WHAT NEEDS TO BE DONE: Only the lines from the one with "Trace all roads" to the end of the records are wanted, each repeated exactly, both ends included.

⁂

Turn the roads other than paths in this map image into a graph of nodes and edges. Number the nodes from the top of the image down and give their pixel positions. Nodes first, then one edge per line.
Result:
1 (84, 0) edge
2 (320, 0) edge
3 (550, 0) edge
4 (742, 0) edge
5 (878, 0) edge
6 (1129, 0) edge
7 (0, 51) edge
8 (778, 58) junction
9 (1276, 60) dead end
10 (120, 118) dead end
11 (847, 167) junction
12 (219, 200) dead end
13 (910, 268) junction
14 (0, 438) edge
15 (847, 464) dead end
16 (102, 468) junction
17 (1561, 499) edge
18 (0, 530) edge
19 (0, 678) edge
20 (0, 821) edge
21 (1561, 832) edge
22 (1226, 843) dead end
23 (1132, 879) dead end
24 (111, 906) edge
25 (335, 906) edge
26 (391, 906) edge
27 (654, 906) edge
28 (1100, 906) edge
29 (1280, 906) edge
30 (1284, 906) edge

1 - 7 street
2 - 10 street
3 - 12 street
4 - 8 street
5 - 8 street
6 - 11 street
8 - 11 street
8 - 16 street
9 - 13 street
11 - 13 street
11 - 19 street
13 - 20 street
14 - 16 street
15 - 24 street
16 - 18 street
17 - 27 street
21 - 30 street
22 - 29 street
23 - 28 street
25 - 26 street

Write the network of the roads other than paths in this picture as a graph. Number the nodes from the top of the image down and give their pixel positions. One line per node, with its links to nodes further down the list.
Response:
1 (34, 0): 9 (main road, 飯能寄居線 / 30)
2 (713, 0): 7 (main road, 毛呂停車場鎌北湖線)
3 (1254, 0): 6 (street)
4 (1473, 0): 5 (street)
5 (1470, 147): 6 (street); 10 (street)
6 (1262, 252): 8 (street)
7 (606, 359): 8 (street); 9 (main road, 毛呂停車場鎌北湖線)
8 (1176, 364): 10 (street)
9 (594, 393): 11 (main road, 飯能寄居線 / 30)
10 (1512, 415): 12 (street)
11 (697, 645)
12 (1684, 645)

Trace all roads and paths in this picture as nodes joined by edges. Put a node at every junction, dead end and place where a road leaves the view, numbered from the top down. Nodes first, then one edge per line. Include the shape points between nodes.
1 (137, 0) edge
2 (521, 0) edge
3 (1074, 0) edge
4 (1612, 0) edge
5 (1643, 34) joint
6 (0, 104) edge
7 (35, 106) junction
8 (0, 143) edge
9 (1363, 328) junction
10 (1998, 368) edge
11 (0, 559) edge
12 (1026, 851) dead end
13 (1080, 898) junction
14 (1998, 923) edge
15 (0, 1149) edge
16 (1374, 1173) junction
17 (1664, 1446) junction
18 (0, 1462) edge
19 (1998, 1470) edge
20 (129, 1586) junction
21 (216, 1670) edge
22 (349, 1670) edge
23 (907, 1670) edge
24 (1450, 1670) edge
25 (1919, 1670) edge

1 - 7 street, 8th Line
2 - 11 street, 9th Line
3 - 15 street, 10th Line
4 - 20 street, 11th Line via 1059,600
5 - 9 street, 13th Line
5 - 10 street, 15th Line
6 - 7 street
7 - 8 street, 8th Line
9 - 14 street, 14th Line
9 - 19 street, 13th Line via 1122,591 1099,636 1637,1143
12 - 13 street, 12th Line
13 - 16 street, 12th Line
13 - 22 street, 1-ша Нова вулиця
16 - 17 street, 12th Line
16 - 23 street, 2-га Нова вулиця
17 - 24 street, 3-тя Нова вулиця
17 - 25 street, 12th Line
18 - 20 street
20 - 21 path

⁂

TASK RESULT:
Trace all roads and paths in this picture as nodes joined by edges. Put a node at every junction, dead end and place where a road leaves the view, numbered from the top down. Nodes first, then one edge per line. Include the shape points between nodes.
1 (137, 0) edge
2 (521, 0) edge
3 (1074, 0) edge
4 (1612, 0) edge
5 (1643, 34) joint
6 (0, 104) edge
7 (35, 106) junction
8 (0, 143) edge
9 (1363, 328) junction
10 (1998, 368) edge
11 (0, 559) edge
12 (1026, 851) dead end
13 (1080, 898) junction
14 (1998, 923) edge
15 (0, 1149) edge
16 (1374, 1173) junction
17 (1664, 1446) junction
18 (0, 1462) edge
19 (1998, 1470) edge
20 (129, 1586) junction
21 (216, 1670) edge
22 (349, 1670) edge
23 (907, 1670) edge
24 (1450, 1670) edge
25 (1919, 1670) edge

1 - 7 street, 8th Line
2 - 11 street, 9th Line
3 - 15 street, 10th Line
4 - 20 street, 11th Line via 1059,600
5 - 9 street, 13th Line
5 - 10 street, 15th Line
6 - 7 street
7 - 8 street, 8th Line
9 - 14 street, 14th Line
9 - 19 street, 13th Line via 1122,591 1099,636 1637,1143
12 - 13 street, 12th Line
13 - 16 street, 12th Line
13 - 22 street, 1-ша Нова вулиця
16 - 17 street, 12th Line
16 - 23 street, 2-га Нова вулиця
17 - 24 street, 3-тя Нова вулиця
17 - 25 street, 12th Line
18 - 20 street
20 - 21 path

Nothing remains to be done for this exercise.